In any event, the point conveyed by bhūmau is that the young prince had plentiful paradise-like experience down here on earth – not with celestial nymphs up in heavenly towers, and not only in his dreams, but with real women, on planet earth, in a palace with south-facing apartments furnished with heating facilities to keep rooms warm when it was cold outside, with north-facing apartments with cooling facilities to keep rooms cool when it was hot outside, with balconies from which to admire winter changing to spring and summer changing to autumn, et cetera.
Digging deeper bhūmau, into the earth, it makes no difference to the earth whether a royal palace is built on it so that female virtuosos can play the bamboo flute in penthouse apartments high above it, or whether an enlightened buddha on his transcendent way lightly treads upon it. Whether it is shat upon by a dog, or sat upon by a buddha, the earth does not mind at all – and this is a fact that, as an antidote to being too much of a fusspot, a big girl's blouse, a moaning minnie, might usefully be meditated upon.
“Roamed for fun,” incidentally is vijahāra, from the root vi-√hṛ, from which is also derived the vihāra (“exploring”) of the canto title, as discussed yesterday.
In terms of the mining metaphor, exploration can be seen as a stage preparatory to the more rigorous work of mining, so that exploration is a cause whose effect is mining.
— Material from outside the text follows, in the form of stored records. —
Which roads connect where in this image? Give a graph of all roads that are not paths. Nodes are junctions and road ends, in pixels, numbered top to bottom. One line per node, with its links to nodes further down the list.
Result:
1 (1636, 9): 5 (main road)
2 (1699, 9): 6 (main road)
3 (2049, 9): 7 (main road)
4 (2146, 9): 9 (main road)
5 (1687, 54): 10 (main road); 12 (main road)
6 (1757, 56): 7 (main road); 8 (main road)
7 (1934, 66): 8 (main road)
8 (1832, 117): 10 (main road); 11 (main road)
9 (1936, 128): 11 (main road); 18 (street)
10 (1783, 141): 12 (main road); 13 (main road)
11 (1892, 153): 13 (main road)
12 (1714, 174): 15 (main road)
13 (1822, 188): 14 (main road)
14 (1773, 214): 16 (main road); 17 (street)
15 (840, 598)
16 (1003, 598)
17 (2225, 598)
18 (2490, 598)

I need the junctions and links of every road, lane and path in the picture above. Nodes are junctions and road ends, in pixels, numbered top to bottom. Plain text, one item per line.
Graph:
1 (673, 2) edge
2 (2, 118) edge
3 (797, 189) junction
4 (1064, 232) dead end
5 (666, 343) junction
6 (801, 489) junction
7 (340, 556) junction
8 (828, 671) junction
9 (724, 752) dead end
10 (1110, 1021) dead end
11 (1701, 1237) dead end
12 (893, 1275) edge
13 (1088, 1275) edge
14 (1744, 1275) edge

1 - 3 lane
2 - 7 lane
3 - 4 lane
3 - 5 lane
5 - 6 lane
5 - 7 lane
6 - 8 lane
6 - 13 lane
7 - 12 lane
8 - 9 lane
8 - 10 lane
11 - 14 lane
Alternatively, mining, including exploration, can be seen as a cause whose effect is abundant gold, wrought and unwrought, in jewellery and in bullion.
Either way, the exploring and mining are done not in heaven but on the earth and in the earth – bhūmau.
tataḥ: ind. then, on that basis
śarat-toyada-pāṇḍareṣu (loc. pl.): white as autumn clouds
śarad: f. autumn (as the " time of ripening ") , the autumnal season (the sultry season of two months succeeding the rains ; in some parts of India comprising the months bhādra and āśvina , in other places āśvina and kārttika , fluctuating thus from August to November)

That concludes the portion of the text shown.